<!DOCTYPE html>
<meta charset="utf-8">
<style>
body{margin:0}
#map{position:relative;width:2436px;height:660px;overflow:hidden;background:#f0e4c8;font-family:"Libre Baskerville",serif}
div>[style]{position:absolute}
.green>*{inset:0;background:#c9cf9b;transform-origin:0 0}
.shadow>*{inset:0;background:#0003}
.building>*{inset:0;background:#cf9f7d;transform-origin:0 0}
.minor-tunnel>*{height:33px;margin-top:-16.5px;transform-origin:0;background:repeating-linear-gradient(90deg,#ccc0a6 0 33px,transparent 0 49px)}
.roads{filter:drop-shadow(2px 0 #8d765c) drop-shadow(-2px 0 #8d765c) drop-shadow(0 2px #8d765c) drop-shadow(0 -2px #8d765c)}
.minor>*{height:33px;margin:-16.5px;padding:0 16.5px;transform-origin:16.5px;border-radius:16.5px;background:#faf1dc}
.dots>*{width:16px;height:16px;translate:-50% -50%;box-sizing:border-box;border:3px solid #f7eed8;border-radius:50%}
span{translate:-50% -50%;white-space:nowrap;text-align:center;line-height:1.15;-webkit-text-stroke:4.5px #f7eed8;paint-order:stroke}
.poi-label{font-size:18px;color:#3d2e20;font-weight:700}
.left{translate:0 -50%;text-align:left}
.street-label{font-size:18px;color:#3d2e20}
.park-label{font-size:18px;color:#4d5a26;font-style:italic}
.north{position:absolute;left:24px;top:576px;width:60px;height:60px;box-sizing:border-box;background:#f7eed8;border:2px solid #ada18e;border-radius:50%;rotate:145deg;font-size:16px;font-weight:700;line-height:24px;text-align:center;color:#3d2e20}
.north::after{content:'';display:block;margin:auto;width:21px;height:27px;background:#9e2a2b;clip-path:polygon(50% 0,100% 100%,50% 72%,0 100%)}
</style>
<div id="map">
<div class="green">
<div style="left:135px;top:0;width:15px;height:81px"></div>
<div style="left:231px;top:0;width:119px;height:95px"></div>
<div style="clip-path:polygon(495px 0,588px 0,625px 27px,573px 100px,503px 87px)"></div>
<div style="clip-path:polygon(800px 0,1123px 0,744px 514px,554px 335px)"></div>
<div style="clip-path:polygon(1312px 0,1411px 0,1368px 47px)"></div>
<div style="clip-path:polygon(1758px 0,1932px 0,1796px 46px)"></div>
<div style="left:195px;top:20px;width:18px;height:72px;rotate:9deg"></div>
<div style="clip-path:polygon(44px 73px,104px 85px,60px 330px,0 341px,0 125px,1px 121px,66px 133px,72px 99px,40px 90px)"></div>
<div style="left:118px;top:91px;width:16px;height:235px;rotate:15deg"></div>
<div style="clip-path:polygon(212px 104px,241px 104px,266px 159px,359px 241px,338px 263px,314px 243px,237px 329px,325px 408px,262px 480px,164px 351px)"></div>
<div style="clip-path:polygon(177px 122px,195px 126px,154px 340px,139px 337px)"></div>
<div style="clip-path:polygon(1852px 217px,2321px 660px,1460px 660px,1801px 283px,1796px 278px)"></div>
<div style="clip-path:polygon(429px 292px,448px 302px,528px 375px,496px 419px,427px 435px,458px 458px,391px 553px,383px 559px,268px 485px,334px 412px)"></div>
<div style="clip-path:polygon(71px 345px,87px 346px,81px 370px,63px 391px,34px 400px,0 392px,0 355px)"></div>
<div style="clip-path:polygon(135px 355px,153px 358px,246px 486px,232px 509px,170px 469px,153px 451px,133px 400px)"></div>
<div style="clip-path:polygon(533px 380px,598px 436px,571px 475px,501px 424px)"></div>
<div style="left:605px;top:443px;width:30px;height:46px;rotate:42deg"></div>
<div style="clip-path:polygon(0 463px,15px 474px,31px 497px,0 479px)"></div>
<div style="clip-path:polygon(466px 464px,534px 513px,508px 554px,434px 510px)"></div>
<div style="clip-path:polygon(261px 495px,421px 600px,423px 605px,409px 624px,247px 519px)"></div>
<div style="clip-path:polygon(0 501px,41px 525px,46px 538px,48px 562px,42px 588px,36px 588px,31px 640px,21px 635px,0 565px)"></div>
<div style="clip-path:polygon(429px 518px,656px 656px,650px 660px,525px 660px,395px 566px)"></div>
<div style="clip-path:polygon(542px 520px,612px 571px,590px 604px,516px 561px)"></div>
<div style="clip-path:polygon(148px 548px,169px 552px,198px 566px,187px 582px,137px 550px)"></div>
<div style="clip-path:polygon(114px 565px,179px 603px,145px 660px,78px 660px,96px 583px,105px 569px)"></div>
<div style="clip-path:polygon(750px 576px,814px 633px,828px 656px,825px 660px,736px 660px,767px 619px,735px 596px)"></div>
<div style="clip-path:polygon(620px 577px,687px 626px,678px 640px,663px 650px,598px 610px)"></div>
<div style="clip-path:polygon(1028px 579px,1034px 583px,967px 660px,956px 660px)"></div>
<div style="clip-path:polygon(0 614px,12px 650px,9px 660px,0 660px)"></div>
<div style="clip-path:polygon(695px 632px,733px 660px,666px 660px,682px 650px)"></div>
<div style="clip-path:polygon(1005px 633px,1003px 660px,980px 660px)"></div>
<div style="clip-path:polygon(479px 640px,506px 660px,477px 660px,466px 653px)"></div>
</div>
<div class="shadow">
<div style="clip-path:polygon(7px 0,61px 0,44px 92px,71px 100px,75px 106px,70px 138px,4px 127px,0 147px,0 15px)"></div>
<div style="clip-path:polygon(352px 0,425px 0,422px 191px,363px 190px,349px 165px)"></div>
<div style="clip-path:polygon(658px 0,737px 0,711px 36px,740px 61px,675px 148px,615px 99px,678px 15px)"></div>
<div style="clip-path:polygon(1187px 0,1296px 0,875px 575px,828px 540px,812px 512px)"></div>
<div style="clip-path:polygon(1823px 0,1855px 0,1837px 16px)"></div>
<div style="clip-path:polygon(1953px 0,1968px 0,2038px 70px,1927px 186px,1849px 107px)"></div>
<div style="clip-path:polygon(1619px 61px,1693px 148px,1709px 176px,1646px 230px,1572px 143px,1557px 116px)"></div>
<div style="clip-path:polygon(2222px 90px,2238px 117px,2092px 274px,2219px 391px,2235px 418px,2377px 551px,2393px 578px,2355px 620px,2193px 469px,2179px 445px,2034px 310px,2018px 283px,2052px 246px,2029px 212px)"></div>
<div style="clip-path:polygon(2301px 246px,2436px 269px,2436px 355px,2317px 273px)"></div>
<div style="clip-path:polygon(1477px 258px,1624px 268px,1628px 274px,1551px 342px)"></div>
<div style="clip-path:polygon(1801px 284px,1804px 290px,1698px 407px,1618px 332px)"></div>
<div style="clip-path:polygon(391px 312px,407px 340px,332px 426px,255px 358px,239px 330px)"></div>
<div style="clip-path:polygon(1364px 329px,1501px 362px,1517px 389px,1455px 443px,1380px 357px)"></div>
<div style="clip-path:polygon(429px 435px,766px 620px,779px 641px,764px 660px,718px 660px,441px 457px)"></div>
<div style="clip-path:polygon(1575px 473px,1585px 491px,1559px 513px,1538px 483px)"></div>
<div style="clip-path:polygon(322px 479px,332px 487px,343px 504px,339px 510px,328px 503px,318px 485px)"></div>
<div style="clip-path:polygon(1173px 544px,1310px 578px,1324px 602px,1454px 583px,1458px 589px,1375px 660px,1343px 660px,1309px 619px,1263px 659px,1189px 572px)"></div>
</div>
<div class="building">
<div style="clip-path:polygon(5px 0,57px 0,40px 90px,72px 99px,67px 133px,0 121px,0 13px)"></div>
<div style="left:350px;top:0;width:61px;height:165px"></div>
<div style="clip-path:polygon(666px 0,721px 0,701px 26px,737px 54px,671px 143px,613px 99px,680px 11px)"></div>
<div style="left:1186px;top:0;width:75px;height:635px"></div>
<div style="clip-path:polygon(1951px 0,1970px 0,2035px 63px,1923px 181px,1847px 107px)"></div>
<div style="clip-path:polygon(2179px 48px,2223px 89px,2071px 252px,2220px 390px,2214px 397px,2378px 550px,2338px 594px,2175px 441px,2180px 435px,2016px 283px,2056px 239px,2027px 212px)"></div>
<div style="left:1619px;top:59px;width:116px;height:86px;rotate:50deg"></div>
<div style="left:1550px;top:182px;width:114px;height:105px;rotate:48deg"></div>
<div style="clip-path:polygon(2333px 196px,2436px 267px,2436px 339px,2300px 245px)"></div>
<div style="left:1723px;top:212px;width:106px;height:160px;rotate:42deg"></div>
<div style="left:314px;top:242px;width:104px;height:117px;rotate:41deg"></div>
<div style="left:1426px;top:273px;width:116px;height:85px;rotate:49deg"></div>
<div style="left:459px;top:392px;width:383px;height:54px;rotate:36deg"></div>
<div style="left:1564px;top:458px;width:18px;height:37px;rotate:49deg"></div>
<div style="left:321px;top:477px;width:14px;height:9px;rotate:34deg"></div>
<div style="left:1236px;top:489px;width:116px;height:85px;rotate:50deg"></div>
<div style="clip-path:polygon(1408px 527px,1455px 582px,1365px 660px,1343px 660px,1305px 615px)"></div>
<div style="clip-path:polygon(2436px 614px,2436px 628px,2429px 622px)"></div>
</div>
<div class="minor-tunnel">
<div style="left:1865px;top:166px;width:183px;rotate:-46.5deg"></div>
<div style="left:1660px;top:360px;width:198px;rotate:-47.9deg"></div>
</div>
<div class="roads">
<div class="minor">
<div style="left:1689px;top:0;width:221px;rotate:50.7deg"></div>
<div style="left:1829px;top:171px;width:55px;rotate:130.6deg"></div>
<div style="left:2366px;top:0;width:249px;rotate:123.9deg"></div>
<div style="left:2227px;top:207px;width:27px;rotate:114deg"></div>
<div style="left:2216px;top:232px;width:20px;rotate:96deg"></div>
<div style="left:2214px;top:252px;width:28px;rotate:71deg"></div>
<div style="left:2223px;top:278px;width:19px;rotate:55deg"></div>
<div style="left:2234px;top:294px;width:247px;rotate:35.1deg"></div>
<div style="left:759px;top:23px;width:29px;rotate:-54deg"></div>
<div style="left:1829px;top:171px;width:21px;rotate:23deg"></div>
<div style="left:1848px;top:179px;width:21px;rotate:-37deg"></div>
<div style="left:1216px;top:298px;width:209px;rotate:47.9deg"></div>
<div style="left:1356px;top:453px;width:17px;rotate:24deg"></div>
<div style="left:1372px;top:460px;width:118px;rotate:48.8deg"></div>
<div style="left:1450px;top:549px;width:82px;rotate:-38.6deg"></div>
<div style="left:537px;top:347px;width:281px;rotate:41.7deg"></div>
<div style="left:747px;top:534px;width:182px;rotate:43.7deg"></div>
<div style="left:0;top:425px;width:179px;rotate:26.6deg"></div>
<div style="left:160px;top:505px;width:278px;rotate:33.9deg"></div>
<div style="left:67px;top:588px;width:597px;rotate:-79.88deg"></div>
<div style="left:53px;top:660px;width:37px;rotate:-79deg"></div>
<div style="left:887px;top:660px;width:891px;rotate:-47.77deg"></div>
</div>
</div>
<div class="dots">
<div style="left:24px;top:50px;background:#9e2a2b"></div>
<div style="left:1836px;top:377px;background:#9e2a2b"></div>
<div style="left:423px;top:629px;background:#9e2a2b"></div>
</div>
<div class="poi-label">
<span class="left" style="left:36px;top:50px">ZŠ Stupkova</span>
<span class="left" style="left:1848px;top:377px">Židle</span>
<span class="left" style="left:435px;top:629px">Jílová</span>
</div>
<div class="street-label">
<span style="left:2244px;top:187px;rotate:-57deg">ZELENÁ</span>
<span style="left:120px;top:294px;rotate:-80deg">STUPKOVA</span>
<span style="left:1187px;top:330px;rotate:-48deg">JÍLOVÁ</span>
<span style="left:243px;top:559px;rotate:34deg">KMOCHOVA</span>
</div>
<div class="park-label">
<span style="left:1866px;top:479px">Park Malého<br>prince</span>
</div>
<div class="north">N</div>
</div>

═══

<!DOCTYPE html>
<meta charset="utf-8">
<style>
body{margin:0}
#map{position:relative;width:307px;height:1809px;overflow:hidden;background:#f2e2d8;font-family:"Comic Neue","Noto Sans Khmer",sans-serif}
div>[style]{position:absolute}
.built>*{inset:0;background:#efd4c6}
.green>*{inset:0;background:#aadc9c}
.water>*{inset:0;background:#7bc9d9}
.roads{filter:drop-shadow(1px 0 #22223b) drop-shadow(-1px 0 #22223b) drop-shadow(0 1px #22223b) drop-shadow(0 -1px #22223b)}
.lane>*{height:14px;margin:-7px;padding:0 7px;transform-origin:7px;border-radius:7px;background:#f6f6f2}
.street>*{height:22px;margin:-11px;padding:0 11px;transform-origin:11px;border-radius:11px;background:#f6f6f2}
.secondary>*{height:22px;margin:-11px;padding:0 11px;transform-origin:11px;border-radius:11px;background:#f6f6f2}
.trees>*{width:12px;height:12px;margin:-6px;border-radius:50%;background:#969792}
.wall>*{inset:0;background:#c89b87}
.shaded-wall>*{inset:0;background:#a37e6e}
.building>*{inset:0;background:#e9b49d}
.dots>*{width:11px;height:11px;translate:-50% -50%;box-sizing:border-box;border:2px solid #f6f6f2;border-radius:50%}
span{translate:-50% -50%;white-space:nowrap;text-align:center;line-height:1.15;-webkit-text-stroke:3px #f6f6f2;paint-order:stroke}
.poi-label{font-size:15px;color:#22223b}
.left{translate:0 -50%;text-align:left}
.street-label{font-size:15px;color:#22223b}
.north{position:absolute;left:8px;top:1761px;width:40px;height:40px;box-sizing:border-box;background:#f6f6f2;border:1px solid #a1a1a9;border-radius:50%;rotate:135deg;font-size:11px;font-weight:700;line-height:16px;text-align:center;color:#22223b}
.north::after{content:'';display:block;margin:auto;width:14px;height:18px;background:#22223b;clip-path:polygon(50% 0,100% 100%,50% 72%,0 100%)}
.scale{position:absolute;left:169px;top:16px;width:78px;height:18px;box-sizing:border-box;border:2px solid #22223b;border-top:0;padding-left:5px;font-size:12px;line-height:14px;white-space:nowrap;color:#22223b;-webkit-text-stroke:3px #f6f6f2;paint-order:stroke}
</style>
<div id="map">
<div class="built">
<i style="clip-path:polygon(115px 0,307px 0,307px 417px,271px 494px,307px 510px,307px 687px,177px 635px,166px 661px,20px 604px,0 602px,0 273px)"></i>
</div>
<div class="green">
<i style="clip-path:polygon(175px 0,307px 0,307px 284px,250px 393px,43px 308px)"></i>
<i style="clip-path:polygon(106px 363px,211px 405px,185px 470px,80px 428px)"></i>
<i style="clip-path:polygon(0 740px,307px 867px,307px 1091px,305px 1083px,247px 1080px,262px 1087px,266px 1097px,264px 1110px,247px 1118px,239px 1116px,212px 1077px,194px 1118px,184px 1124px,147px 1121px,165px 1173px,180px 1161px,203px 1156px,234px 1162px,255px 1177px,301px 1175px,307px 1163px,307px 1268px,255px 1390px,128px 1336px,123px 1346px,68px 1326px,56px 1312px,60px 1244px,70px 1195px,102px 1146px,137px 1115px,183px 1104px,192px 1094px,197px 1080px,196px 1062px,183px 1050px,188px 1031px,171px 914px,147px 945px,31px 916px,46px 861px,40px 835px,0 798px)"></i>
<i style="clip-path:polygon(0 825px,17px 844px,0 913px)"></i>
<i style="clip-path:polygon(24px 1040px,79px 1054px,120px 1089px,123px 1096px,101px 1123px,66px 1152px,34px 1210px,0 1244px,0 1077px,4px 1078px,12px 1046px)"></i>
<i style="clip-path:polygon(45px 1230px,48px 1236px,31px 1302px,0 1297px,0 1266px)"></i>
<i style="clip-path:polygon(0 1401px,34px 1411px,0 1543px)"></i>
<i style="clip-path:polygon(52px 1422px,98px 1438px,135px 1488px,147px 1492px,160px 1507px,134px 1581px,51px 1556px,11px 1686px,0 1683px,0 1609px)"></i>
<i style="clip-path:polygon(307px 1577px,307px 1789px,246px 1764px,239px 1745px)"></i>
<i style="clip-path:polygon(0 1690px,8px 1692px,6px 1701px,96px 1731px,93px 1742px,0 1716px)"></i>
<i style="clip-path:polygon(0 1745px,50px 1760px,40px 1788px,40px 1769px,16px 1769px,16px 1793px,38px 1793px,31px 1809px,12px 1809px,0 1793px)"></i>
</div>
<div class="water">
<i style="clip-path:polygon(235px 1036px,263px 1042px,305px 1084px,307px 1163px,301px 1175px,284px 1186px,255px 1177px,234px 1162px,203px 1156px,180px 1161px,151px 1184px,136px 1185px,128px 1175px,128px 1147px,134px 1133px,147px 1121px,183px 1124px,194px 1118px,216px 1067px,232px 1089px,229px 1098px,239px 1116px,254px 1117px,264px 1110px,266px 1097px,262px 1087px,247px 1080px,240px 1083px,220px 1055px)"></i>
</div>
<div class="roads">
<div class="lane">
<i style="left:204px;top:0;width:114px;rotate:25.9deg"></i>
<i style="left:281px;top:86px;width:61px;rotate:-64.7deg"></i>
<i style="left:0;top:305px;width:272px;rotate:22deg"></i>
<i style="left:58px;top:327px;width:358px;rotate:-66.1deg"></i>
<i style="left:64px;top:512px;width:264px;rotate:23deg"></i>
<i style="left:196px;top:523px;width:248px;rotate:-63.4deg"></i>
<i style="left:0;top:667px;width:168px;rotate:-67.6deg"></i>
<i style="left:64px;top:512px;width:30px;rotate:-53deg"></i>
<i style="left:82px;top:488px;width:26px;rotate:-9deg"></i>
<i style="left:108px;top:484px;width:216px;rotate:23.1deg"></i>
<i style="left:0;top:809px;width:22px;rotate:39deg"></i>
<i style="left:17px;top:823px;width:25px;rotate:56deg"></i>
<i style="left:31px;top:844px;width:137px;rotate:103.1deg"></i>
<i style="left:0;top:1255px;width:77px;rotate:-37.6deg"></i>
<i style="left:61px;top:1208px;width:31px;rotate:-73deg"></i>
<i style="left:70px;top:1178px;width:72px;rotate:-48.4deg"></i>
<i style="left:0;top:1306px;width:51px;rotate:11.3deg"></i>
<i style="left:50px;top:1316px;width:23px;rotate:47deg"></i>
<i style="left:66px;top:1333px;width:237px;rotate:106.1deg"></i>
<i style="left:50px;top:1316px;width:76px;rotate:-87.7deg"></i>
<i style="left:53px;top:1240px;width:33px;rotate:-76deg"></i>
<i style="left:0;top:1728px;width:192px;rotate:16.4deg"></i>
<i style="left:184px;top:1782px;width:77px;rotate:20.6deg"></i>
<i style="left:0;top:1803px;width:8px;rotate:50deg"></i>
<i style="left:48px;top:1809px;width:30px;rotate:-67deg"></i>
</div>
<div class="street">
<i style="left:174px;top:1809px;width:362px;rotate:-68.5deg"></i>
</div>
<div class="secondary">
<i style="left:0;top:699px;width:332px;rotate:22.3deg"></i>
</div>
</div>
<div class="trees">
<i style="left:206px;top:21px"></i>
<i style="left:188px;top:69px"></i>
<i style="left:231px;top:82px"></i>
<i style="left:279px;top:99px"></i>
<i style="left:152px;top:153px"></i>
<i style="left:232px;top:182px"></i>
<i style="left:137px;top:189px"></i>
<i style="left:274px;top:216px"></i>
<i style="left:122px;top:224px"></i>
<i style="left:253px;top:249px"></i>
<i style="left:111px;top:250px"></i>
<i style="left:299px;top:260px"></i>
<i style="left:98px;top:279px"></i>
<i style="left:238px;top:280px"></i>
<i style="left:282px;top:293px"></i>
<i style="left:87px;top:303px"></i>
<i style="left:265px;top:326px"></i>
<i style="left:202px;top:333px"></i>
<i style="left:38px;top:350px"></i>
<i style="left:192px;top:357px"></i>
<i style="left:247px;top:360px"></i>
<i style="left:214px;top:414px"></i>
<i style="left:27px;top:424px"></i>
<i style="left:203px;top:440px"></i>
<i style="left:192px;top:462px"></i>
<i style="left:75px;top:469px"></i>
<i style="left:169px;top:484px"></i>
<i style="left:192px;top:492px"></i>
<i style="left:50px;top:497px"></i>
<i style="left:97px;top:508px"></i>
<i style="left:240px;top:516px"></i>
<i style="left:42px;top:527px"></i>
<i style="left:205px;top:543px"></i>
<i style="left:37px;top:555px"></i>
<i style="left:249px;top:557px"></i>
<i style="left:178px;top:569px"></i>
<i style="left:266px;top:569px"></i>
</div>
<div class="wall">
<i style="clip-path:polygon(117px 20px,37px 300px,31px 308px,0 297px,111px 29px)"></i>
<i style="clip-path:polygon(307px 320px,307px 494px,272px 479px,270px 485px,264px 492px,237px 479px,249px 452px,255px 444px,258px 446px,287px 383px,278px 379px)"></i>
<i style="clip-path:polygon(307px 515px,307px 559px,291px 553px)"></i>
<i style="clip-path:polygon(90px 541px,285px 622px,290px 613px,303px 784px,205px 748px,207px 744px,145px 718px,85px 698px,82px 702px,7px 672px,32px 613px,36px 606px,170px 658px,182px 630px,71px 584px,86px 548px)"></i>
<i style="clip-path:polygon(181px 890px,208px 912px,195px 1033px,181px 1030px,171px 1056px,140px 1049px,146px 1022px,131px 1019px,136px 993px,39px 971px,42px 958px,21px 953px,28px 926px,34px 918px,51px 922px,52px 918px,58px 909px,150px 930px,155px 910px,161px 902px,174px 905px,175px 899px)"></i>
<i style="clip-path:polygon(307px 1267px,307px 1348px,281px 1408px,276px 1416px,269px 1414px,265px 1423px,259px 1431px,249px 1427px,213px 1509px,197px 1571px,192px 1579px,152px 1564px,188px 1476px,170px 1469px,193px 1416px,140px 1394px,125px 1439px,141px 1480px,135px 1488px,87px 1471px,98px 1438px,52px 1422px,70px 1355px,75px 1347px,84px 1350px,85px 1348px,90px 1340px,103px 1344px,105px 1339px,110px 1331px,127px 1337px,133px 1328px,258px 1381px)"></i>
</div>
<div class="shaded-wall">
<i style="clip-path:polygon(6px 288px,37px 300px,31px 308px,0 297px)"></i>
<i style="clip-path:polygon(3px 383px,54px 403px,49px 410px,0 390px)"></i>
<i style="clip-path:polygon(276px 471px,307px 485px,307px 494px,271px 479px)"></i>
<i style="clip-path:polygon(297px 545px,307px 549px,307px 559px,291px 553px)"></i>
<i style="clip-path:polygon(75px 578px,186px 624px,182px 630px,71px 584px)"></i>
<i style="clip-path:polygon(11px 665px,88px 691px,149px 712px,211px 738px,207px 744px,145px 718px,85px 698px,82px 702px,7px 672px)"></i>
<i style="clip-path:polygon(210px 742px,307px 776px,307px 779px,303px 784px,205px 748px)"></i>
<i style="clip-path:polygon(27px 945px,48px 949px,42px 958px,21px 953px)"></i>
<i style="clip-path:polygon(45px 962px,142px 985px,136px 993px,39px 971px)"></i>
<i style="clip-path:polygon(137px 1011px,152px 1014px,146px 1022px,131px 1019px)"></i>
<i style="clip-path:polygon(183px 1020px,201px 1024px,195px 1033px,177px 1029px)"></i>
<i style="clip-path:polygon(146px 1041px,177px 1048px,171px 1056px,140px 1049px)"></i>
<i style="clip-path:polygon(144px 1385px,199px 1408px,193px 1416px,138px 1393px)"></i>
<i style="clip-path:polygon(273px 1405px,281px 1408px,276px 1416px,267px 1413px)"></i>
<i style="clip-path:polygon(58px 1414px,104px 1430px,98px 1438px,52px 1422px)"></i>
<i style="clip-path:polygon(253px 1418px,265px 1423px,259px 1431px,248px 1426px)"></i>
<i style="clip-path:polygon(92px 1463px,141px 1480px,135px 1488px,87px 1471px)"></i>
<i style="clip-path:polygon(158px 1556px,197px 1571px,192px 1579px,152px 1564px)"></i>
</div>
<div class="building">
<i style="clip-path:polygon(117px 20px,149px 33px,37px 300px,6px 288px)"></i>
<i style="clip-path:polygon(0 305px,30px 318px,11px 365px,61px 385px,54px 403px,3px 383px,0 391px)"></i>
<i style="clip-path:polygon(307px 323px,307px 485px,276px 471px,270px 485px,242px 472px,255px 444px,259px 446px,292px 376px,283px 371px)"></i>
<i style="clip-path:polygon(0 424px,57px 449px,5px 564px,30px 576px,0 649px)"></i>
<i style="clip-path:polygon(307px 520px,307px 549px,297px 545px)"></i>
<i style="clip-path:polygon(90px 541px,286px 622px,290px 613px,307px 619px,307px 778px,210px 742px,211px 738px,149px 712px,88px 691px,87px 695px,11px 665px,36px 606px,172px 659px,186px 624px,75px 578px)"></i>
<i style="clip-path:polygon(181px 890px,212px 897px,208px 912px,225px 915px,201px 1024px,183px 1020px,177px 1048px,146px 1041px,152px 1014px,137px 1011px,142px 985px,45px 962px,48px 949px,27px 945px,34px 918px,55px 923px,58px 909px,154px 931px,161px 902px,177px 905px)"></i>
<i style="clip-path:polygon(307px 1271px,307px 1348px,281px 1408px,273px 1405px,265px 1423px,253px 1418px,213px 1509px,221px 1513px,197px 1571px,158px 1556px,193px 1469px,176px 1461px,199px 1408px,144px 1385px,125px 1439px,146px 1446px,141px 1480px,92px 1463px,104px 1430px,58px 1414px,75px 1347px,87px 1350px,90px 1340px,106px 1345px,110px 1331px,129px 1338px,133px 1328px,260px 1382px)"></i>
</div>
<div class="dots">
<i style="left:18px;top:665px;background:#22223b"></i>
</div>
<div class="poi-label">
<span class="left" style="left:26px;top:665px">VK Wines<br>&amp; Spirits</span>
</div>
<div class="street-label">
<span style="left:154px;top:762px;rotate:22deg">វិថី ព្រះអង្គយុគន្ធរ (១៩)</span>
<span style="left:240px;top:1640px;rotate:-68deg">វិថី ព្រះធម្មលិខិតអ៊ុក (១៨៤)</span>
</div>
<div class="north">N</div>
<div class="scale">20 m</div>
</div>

═══

■ TASK PROMPT ■
Of the lines above, show those in which "hidden" appears.

■ WRITTEN RESPONSE ■
#map{position:relative;width:2436px;height:660px;overflow:hidden;background:#f0e4c8;font-family:"Libre Baskerville",serif}
#map{position:relative;width:307px;height:1809px;overflow:hidden;background:#f2e2d8;font-family:"Comic Neue","Noto Sans Khmer",sans-serif}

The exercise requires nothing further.